▸ **Your instructions**: Across the entries below, how many lines contain the word "numbered"? Give the number alone.

(Data items)
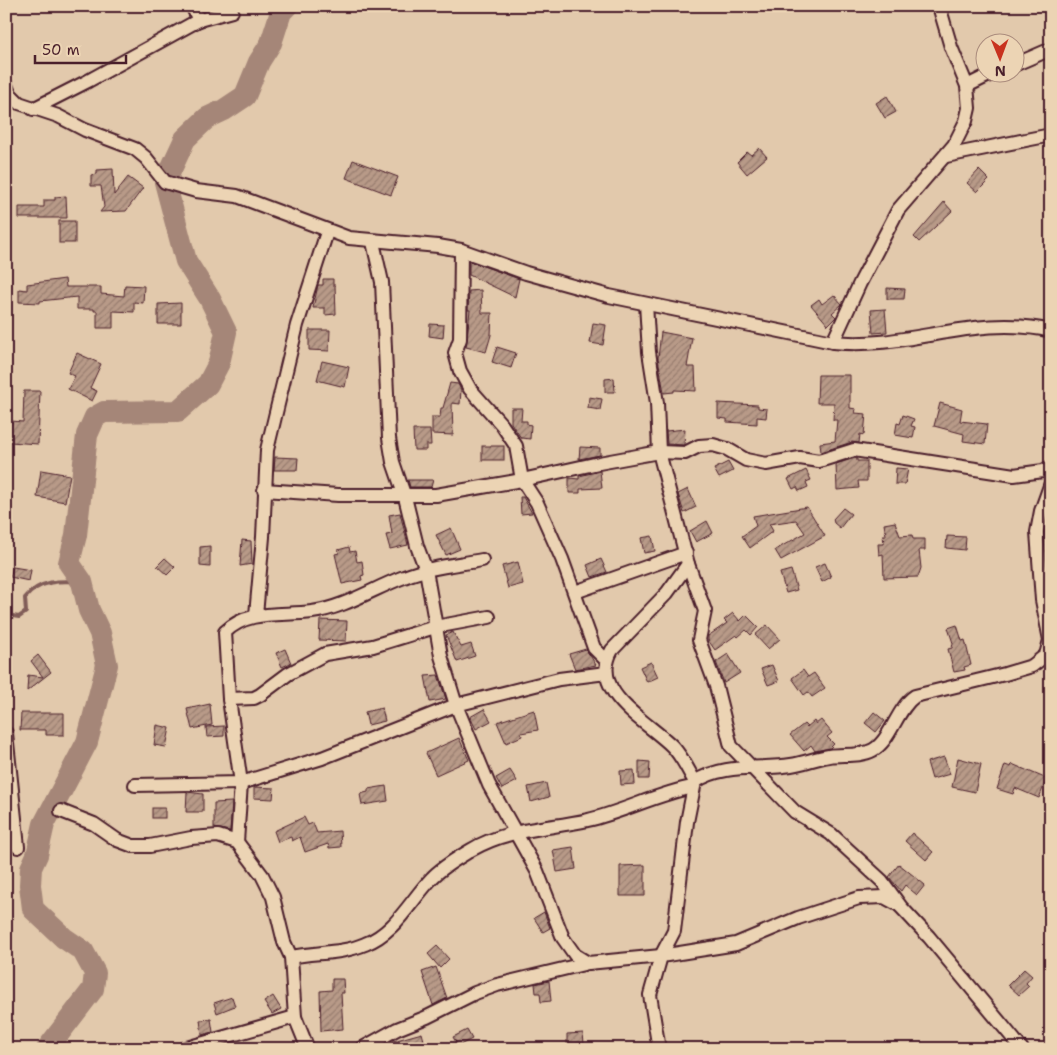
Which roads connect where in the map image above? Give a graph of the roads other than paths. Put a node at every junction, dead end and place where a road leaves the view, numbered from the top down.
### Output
1 (192, 6) edge
2 (939, 6) edge
3 (232, 11) dead end
4 (199, 20) junction
5 (1051, 50) edge
6 (1024, 61) edge
7 (975, 82) edge
8 (6, 85) edge
9 (967, 86) junction
10 (33, 108) junction
11 (1051, 135) edge
12 (946, 156) junction
13 (327, 232) junction
14 (373, 242) junction
15 (461, 250) junction
16 (646, 304) junction
17 (1051, 331) edge
18 (833, 342) junction
19 (659, 452) junction
20 (1051, 467) edge
21 (522, 480) junction
22 (1051, 483) edge
23 (264, 490) junction
24 (405, 497) junction
25 (687, 558) junction
26 (482, 560) dead end
27 (426, 570) junction
28 (575, 592) junction
29 (256, 616) junction
30 (489, 617) dead end
31 (435, 627) junction
32 (1050, 650) edge
33 (606, 666) junction
34 (229, 699) junction
35 (456, 705) junction
36 (6, 733) edge
37 (752, 767) junction
38 (241, 782) junction
39 (694, 784) junction
40 (135, 785) dead end
41 (61, 811) dead end
42 (516, 832) junction
43 (237, 842) junction
44 (18, 847) dead end
45 (901, 907) junction
46 (661, 956) junction
47 (291, 957) junction
48 (588, 963) junction
49 (295, 1016) junction
50 (183, 1049) edge
51 (308, 1049) edge
52 (361, 1049) edge
53 (659, 1049) edge
54 (1022, 1049) edge

1 - 4 street
2 - 9 street
3 - 4 street
4 - 10 street
5 - 6 street
7 - 9 street
8 - 10 street
9 - 12 street
10 - 13 street
11 - 12 street
12 - 18 street
13 - 14 street
13 - 23 street
14 - 15 street
14 - 24 street
15 - 16 street
15 - 21 street
16 - 18 street
16 - 19 street
17 - 18 street
19 - 20 street
19 - 21 street
19 - 25 street
21 - 24 street
21 - 28 street
22 - 32 street
23 - 24 street
23 - 29 street
24 - 27 street
25 - 28 street
25 - 33 street
25 - 37 street
26 - 27 street
27 - 29 street
27 - 31 street
28 - 33 street
29 - 34 street
30 - 31 street
31 - 34 street
31 - 35 street
32 - 37 street
33 - 35 street
33 - 39 street
34 - 38 street
35 - 38 street
35 - 42 street
36 - 44 street
37 - 39 street
37 - 45 street
38 - 40 street
38 - 43 street
39 - 42 street
39 - 46 street
41 - 43 street
42 - 47 street
42 - 48 street
43 - 47 street
45 - 46 street
45 - 54 street
46 - 48 street
46 - 53 street
47 - 49 street
48 - 52 street
49 - 50 street
49 - 51 street

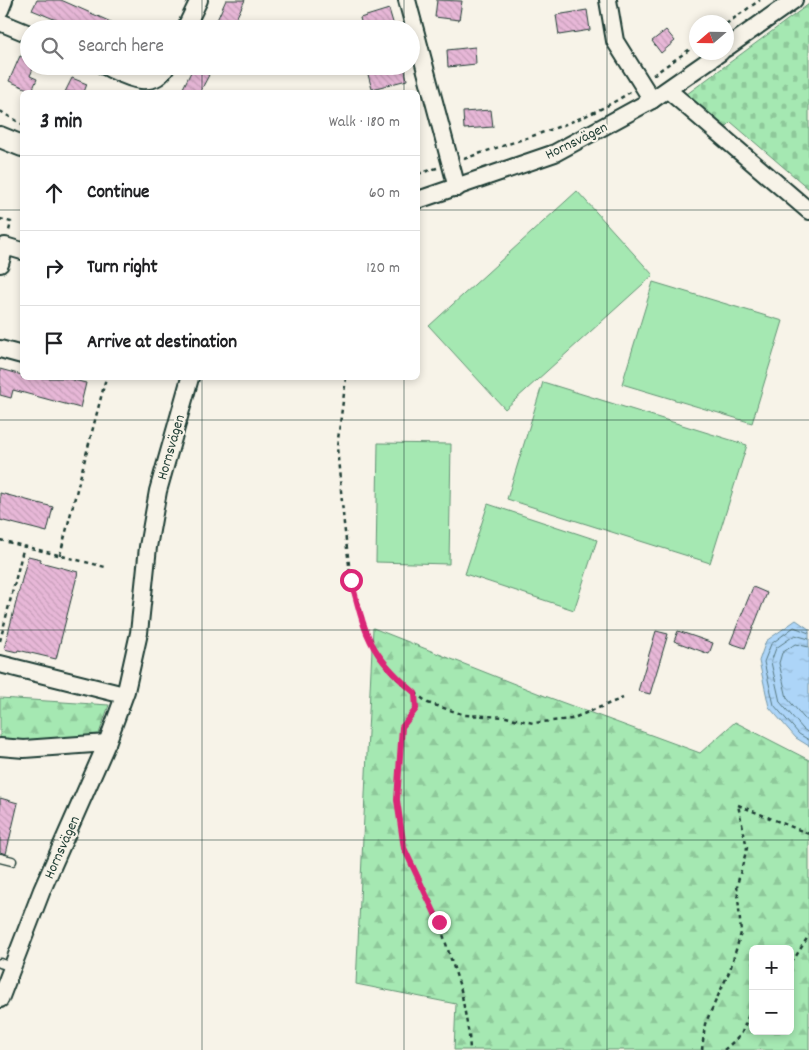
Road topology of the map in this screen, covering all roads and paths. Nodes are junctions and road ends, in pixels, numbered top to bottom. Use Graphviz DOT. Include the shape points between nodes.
graph roads {
  1 [pos="4,0"];
  2 [pos="199,0"];
  3 [pos="406,0"];
  4 [pos="608,0"];
  5 [pos="760,0"];
  6 [pos="794,0"];
  7 [pos="0,9"];
  8 [pos="734,18"];
  9 [pos="189,20"];
  10 [pos="411,20"];
  11 [pos="0,22"];
  12 [pos="20,30"];
  13 [pos="734,42"];
  14 [pos="689,50"];
  15 [pos="420,52"];
  16 [pos="709,60"];
  17 [pos="125,75"];
  18 [pos="158,75"];
  19 [pos="642,83"];
  20 [pos="668,90"];
  21 [pos="652,100"];
  22 [pos="0,110"];
  23 [pos="20,123"];
  24 [pos="0,138"];
  25 [pos="20,145"];
  26 [pos="450,163"];
  27 [pos="420,173"];
  28 [pos="456,188"];
  29 [pos="420,199"];
  30 [pos="809,211"];
  31 [pos="0,219"];
  32 [pos="5,246"];
  33 [pos="20,250"];
  34 [pos="0,264"];
  35 [pos="0,349"];
  36 [pos="20,354"];
  37 [pos="105,380"];
  38 [pos="189,380"];
  39 [pos="346,380"];
  40 [pos="0,540"];
  41 [pos="24,546"];
  42 [pos="60,555"];
  43 [pos="106,567"];
  44 [pos="1,635"];
  45 [pos="0,641"];
  46 [pos="0,664"];
  47 [pos="415,693"];
  48 [pos="124,695"];
  49 [pos="623,698"];
  50 [pos="107,743"];
  51 [pos="0,747"];
  52 [pos="809,834"];
  53 [pos="0,858"];
  54 [pos="12,861"];
  55 [pos="809,935"];
  56 [pos="794,958"];
  57 [pos="6,965"];
  58 [pos="0,999"];
  59 [pos="749,1014"];
  60 [pos="470,1050"];
  61 [pos="702,1050"];
  62 [pos="724,1050"];
  1 -- 7 [label="street"];
  2 -- 9 [label="street"];
  3 -- 10 [label="street"];
  4 -- 19 [label="street" via="615,41"];
  5 -- 8 [label="path"];
  6 -- 13 [label="street"];
  11 -- 12 [label="street"];
  14 -- 19 [label="path"];
  15 -- 26 [label="street"];
  16 -- 20 [label="street, Hornsvägen"];
  17 -- 18 [label="street" via="147,81"];
  19 -- 21 [label="street"];
  19 -- 26 [label="path" via="620,99 572,121"];
  20 -- 21 [label="street, Hornsvägen"];
  20 -- 30 [label="street"];
  21 -- 28 [label="street, Hornsvägen" via="555,153"];
  22 -- 23 [label="path"];
  24 -- 25 [label="street"];
  26 -- 27 [label="path"];
  26 -- 28 [label="street"];
  28 -- 29 [label="street, Hornsvägen"];
  31 -- 32 [label="path" via="11,222"];
  32 -- 33 [label="street"];
  32 -- 34 [label="street"];
  35 -- 36 [label="street"];
  37 -- 42 [label="path"];
  38 -- 48 [label="street, Hornsvägen" via="158,491 139,633"];
  39 -- 47 [label="path" via="338,447 351,580 364,624 377,653"];
  40 -- 41 [label="path"];
  41 -- 42 [label="path"];
  41 -- 44 [label="path"];
  42 -- 43 [label="path"];
  44 -- 45 [label="path"];
  46 -- 48 [label="street"];
  47 -- 49 [label="path" via="428,703 464,715 506,717 533,723 571,719"];
  47 -- 60 [label="path" via="416,709 402,727 397,800 404,848 439,922 461,990"];
  48 -- 50 [label="street, Hornsvägen"];
  50 -- 51 [label="street" via="24,749"];
  50 -- 57 [label="street, Hornsvägen"];
  52 -- 61 [label="path" via="738,806 747,848 737,884 741,933 730,970 705,1024"];
  53 -- 54 [label="lane"];
  55 -- 56 [label="path"];
  57 -- 58 [label="street, Hornsvägen"];
  59 -- 62 [label="path" via="741,1035"];
}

▸ **Solution to the exercise**: 2